Alterando a fisionomia da oficina e a produtividade da mesma, foi necessária a preparação adequada dos operários à nova dimensão da sua missão. Para obter essa mão-de-obra qualificada a CP promoveu a criação de escolas de formação: as escolas de Aprendizes, as de Contramestres e Chefes de Brigada e ainda as de Maquinistas e Fogueiros.

Em simultâneo planeou e organizou visitas de trabalho, também designadas por missões de estudo, a empresas ferroviárias europeias e, a partir dos anos 30, alargou-as aos EUA.
Com particular incidência nas áreas do material circulante, a missão era composta por quadros superiores da companhia (administrador, diretor da divisão e serviço) e incluindo ainda mestres de oficina e contramestres.

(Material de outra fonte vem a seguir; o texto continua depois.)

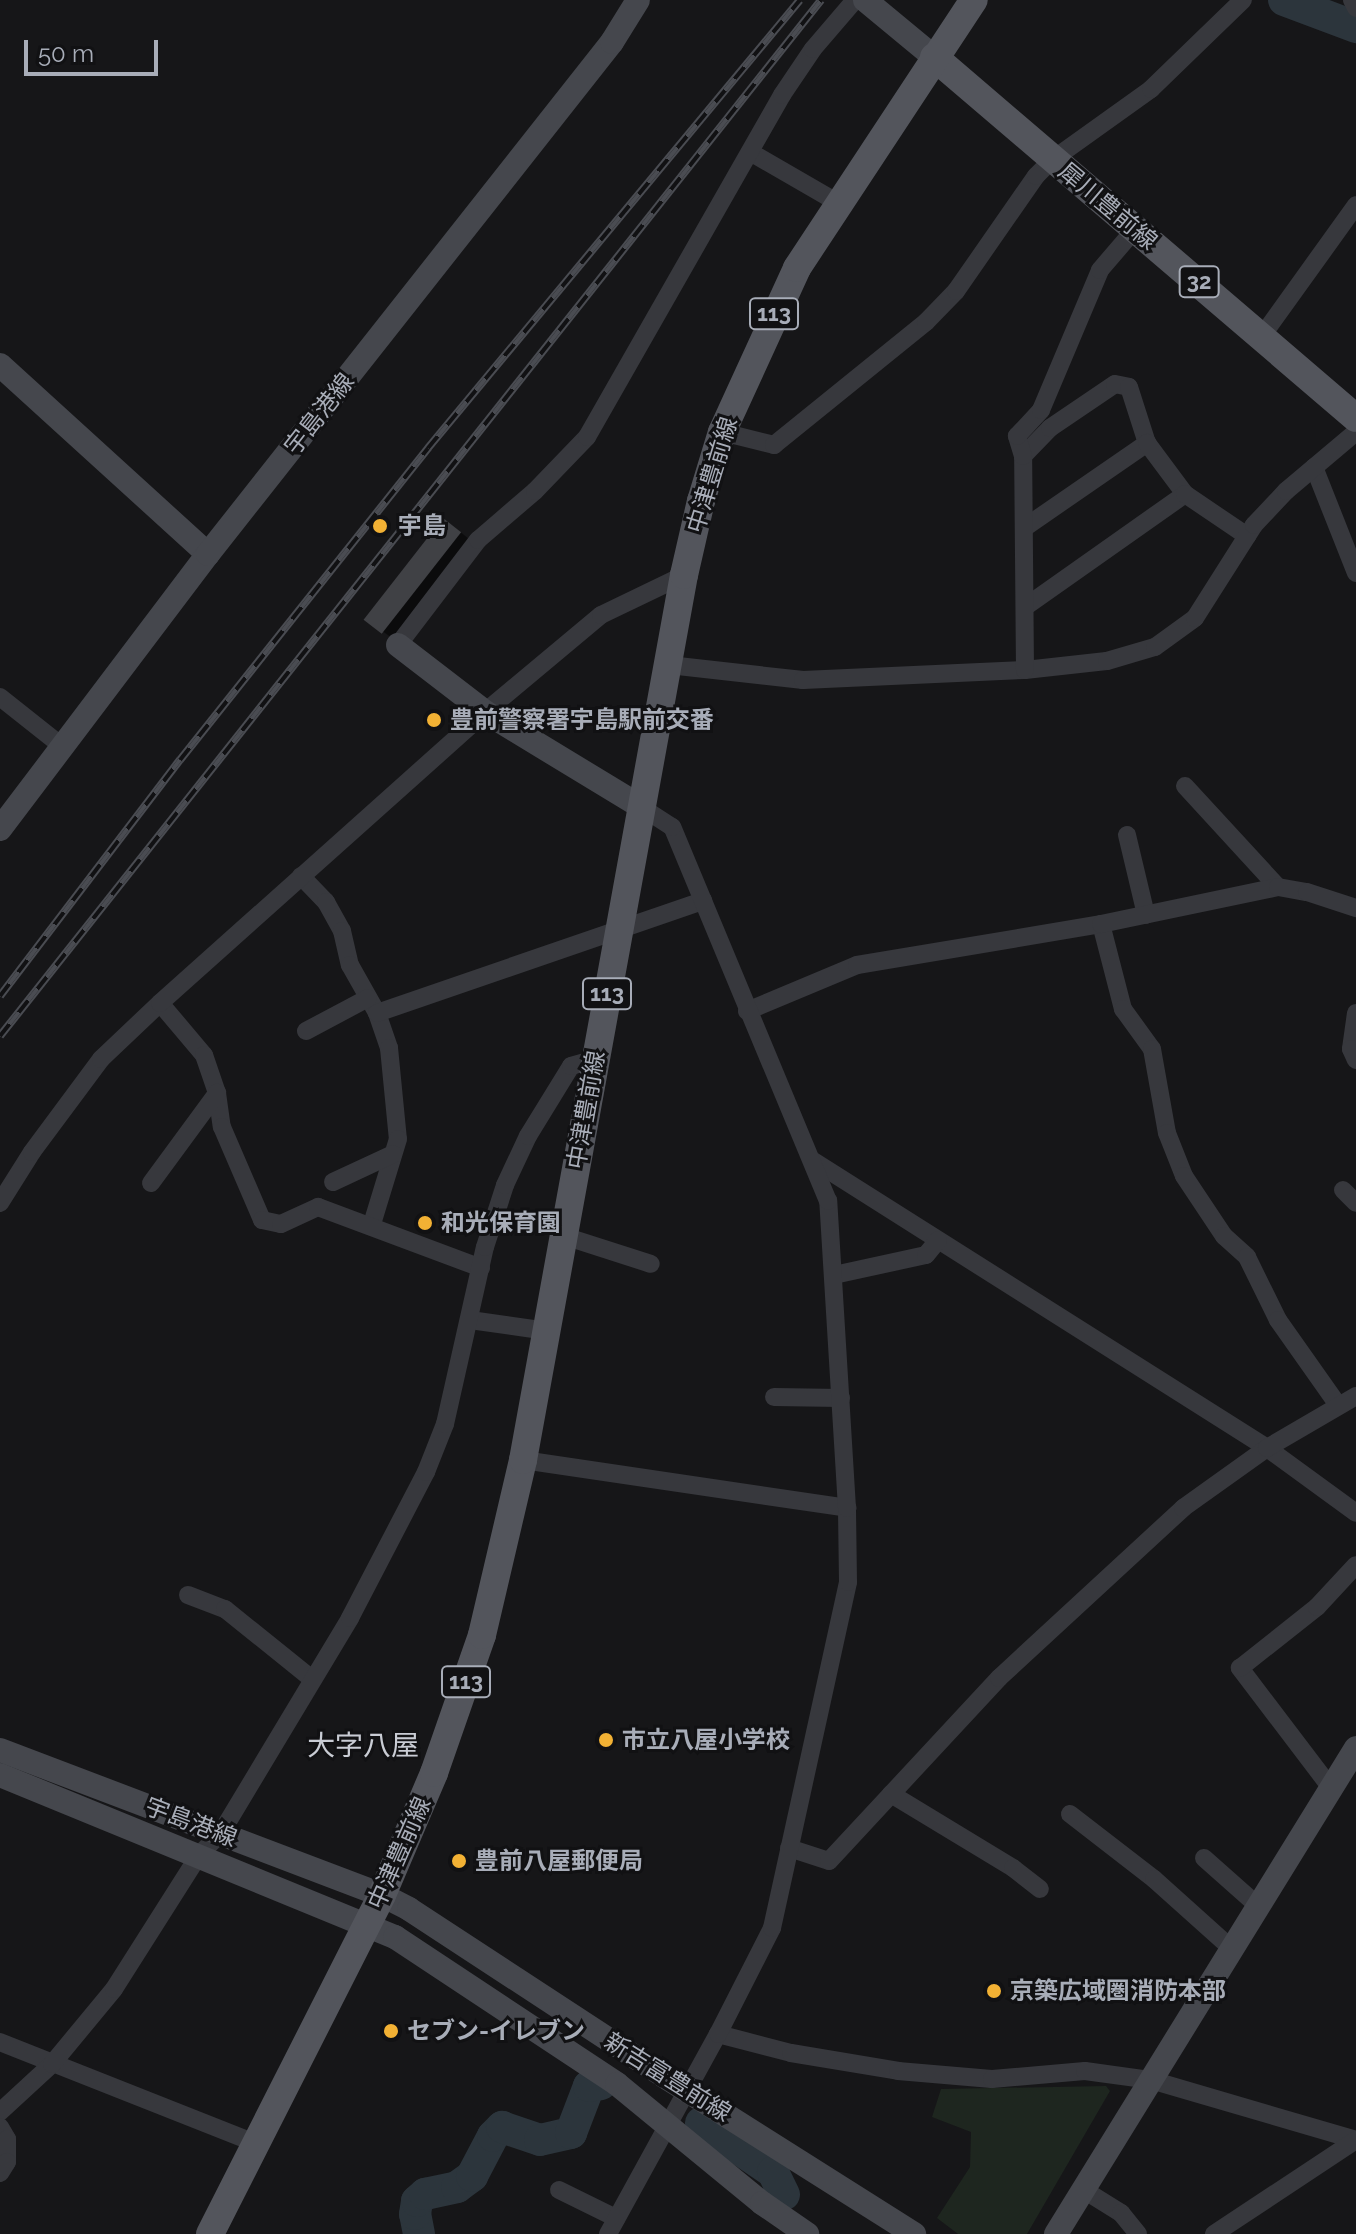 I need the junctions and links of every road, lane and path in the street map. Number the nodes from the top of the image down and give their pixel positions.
1 (638, 0) edge
2 (855, 0) edge
3 (865, 0) edge
4 (974, 0) edge
5 (1243, 0) edge
6 (1352, 0) edge
7 (1356, 8) edge
8 (934, 57) junction
9 (750, 152) junction
10 (1052, 160) junction
11 (840, 204) junction
12 (1356, 205) edge
13 (1136, 228) junction
14 (1262, 336) junction
15 (0, 365) edge
16 (1356, 418) edge
17 (722, 432) junction
18 (1356, 432) edge
19 (1147, 443) junction
20 (1023, 456) junction
21 (1314, 467) junction
22 (1185, 494) junction
23 (1024, 528) junction
24 (1247, 536) junction
25 (208, 554) junction
26 (1356, 573) edge
27 (684, 575) junction
28 (1025, 607) junction
29 (398, 645) joint
30 (669, 665) junction
31 (1025, 670) junction
32 (0, 697) edge
33 (485, 712) junction
34 (63, 747) junction
35 (1185, 786) dead end
36 (643, 808) junction
37 (0, 829) edge
38 (1127, 835) dead end
39 (301, 876) junction
40 (1278, 887) junction
41 (703, 901) junction
42 (1356, 908) edge
43 (1146, 915) junction
44 (1101, 924) junction
45 (619, 930) junction
46 (160, 1003) junction
47 (372, 1006) junction
48 (747, 1011) junction
49 (1356, 1013) edge
50 (306, 1031) dead end
51 (595, 1059) junction
52 (1356, 1060) edge
53 (217, 1093) junction
54 (393, 1154) junction
55 (812, 1160) junction
56 (333, 1182) dead end
57 (151, 1183) dead end
58 (0, 1203) edge
59 (372, 1224) junction
60 (564, 1236) junction
61 (938, 1240) junction
62 (651, 1264) dead end
63 (481, 1268) junction
64 (834, 1275) junction
65 (470, 1320) junction
66 (547, 1331) junction
67 (1356, 1396) edge
68 (774, 1397) dead end
69 (841, 1398) junction
70 (1338, 1405) junction
71 (1267, 1448) junction
72 (523, 1460) junction
73 (847, 1508) junction
74 (1356, 1513) edge
75 (1356, 1565) edge
76 (188, 1595) dead end
77 (312, 1679) junction
78 (0, 1732) edge
79 (1356, 1748) edge
80 (0, 1750) edge
81 (0, 1775) edge
82 (1343, 1779) edge
83 (87, 1782) junction
84 (0, 1789) edge
85 (891, 1794) junction
86 (74, 1804) junction
87 (1070, 1814) dead end
88 (221, 1833) junction
89 (789, 1848) junction
90 (199, 1855) junction
91 (1204, 1858) dead end
92 (1040, 1889) dead end
93 (382, 1895) junction
94 (1258, 1906) junction
95 (368, 1923) junction
96 (1232, 1949) junction
97 (718, 2034) junction
98 (0, 2042) edge
99 (52, 2064) junction
100 (1151, 2080) junction
101 (687, 2089) junction
102 (0, 2112) edge
103 (668, 2124) junction
104 (0, 2127) edge
105 (257, 2144) junction
106 (0, 2173) edge
107 (559, 2190) dead end
108 (1084, 2190) junction
109 (612, 2226) edge
110 (210, 2234) edge
111 (807, 2234) edge
112 (914, 2234) edge
113 (1056, 2234) edge
114 (1138, 2234) edge
115 (1214, 2234) edge

1 - 25 main road, 宇島港線
2 - 9 street
3 - 8 main road
4 - 8 main road, 中津豊前線 / 113
5 - 10 street
6 - 7 street
8 - 10 main road, 犀川豊前線 / 32
8 - 11 main road, 中津豊前線 / 113
9 - 11 street
9 - 29 street
10 - 13 main road, 犀川豊前線 / 32
10 - 17 street
11 - 17 main road, 中津豊前線 / 113
12 - 14 street
13 - 14 main road, 犀川豊前線 / 32
13 - 20 street
14 - 16 main road, 犀川豊前線 / 32
15 - 25 main road
17 - 27 main road, 中津豊前線 / 113
18 - 21 street
19 - 20 street
19 - 22 street
19 - 23 street
20 - 23 street
21 - 24 street
21 - 26 street
22 - 24 street
22 - 28 street
23 - 28 street
24 - 31 street
25 - 34 main road, 宇島港線
27 - 30 main road, 中津豊前線 / 113
27 - 33 street
28 - 31 street
29 - 33 main road
30 - 31 street
30 - 36 main road, 中津豊前線 / 113
32 - 34 street
33 - 36 main road
33 - 39 street
34 - 37 main road, 宇島港線
35 - 40 street
36 - 41 street
36 - 45 main road, 中津豊前線 / 113
38 - 43 street
39 - 46 street
39 - 47 street
40 - 42 street
40 - 43 street
41 - 45 street
41 - 48 street
43 - 44 street
44 - 48 street
44 - 70 street
45 - 47 street
45 - 51 main road, 中津豊前線 / 113
46 - 53 street
46 - 58 street
47 - 50 street
47 - 54 street
48 - 55 street
49 - 52 street
51 - 60 main road, 中津豊前線 / 113
51 - 63 street
53 - 57 street
53 - 59 street
54 - 56 street
54 - 59 street
55 - 61 street
55 - 64 street
59 - 63 street
60 - 62 street
60 - 66 main road, 中津豊前線 / 113
61 - 64 street
61 - 71 street
63 - 65 street
64 - 69 street
65 - 66 street
65 - 77 street
66 - 72 main road, 中津豊前線 / 113
67 - 70 street
68 - 69 street
69 - 73 street
70 - 71 street
71 - 74 street
71 - 85 street
72 - 73 street
72 - 93 main road, 中津豊前線 / 113
73 - 89 street
75 - 82 street
76 - 77 street
77 - 88 street
78 - 83 main road
79 - 82 main road
80 - 83 main road, 宇島港線
81 - 86 main road, 宇島港線
82 - 94 main road
83 - 88 main road, 宇島港線
84 - 86 main road
85 - 89 street
85 - 92 street
86 - 90 main road, 宇島港線
87 - 96 street
88 - 90 street
88 - 93 main road, 宇島港線
89 - 97 street
90 - 95 main road, 宇島港線
90 - 99 street
91 - 94 street
93 - 95 main road, 中津豊前線 / 113
93 - 101 main road, 新吉富豊前線
94 - 96 main road
95 - 103 main road, 新吉富豊前線
95 - 105 main road, 中津豊前線 / 113
96 - 100 main road
97 - 100 street
97 - 101 street
98 - 99 street
99 - 102 street
99 - 105 street
100 - 108 main road
100 - 115 street
101 - 103 street
101 - 112 main road, 新吉富豊前線
103 - 109 street
103 - 111 main road, 新吉富豊前線
104 - 106 street
105 - 110 main road, 中津豊前線 / 113
107 - 109 street
108 - 113 main road
108 - 114 street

Estas visitas técnicas permitiram criar massa crítica fundamental para a definição e implementação de novas soluções de inovação e modernidade no sector ferroviário nacional, que levaram o engº Almeida e Castro, no livro "Para a História do Caminho de Ferro em Portugal, vol. 5, CP – Comboios de Portugal, Material e Tracção, Os Caminhos de Ferro Portugueses nos anos 1940/70, Lisboa, 2006" a destacar "o facto de termos trabalhado sobre conceitos que só décadas mais tarde o marketing da indústria automóvel apresentaria como últimas novidades."

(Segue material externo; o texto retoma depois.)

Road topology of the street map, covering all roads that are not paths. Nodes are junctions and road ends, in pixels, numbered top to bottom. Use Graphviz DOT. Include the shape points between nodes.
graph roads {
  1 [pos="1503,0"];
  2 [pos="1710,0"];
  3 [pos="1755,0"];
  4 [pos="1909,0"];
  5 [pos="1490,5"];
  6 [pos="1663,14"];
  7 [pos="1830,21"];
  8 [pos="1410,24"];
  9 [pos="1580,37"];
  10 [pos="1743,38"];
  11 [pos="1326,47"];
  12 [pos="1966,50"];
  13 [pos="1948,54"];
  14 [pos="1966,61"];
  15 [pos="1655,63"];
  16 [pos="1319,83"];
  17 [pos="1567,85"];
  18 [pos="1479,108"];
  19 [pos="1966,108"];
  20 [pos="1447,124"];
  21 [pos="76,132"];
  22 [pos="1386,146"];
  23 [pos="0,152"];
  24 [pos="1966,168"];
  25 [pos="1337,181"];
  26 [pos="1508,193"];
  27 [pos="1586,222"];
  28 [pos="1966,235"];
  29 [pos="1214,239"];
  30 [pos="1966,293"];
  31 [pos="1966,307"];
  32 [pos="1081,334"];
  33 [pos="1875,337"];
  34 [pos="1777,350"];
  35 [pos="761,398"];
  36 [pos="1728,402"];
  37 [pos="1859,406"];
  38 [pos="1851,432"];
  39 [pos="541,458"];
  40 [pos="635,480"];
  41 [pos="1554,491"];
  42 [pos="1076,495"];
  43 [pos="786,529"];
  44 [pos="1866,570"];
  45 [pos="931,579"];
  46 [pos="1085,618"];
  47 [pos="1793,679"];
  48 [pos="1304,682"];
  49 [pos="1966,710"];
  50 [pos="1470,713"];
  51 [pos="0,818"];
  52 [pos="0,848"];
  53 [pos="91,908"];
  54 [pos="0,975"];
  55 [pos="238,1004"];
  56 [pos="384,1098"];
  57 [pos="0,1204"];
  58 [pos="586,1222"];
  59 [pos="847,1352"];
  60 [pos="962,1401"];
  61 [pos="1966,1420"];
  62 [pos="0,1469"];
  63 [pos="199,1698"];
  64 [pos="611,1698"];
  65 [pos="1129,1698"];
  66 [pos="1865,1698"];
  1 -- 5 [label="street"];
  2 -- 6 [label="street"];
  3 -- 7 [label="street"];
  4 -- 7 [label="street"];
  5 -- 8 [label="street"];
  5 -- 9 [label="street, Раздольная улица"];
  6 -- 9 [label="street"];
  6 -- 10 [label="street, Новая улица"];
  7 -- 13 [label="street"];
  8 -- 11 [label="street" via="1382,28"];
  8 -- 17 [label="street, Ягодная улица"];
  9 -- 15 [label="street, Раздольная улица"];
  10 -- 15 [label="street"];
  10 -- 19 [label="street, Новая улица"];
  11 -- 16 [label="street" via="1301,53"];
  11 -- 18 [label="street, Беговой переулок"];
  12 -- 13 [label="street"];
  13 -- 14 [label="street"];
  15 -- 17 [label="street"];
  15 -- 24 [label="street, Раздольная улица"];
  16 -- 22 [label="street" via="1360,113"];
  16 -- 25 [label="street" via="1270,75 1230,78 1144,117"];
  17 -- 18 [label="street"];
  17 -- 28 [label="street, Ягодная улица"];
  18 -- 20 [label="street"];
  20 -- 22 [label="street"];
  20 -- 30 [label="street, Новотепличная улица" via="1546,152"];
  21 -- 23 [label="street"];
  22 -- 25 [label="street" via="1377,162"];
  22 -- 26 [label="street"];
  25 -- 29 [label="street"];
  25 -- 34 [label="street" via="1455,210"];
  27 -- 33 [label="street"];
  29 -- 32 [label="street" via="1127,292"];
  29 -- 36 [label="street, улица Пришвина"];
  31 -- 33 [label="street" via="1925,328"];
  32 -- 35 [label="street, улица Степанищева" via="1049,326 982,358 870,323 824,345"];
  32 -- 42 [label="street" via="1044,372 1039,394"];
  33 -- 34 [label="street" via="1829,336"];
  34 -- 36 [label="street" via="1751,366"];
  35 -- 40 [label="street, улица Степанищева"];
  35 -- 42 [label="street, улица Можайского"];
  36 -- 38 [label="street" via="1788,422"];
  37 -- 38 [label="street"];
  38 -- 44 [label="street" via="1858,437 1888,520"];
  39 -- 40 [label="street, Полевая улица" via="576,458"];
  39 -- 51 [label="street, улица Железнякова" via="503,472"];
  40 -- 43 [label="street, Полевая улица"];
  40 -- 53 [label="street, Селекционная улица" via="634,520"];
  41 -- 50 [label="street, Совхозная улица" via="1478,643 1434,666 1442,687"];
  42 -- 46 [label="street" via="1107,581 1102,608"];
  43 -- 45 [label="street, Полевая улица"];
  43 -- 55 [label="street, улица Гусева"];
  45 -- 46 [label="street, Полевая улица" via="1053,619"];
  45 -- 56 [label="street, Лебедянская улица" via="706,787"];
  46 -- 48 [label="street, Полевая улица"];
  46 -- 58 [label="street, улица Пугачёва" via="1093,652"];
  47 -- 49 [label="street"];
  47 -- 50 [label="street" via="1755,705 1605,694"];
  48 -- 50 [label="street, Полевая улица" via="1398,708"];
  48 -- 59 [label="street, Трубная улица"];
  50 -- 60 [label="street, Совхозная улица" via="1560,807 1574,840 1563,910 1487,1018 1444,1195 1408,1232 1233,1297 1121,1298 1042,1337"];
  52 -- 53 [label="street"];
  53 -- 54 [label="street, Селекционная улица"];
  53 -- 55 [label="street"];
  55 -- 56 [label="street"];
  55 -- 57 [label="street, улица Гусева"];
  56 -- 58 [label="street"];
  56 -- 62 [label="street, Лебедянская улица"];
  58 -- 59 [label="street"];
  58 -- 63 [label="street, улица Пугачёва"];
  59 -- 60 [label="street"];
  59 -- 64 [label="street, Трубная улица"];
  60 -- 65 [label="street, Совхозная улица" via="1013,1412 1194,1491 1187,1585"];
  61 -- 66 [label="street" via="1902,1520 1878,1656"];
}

Alavancado pela Resolução do Conselho de Ministros nº 110/2019, de 27 de junho - que definiu as orientações estratégicas para a revitalização do serviço de transporte ferroviário de passageiros da CP, a recuperação dos níveis de serviço no curto prazo e o desenvolvimento e sustentabilidade da empresa a médio e longo prazo – tem sido também significativa a melhoria da capacidade operacional e funcional da CP e, por consequência, a eficácia do serviço público que a Empresa presta ao país.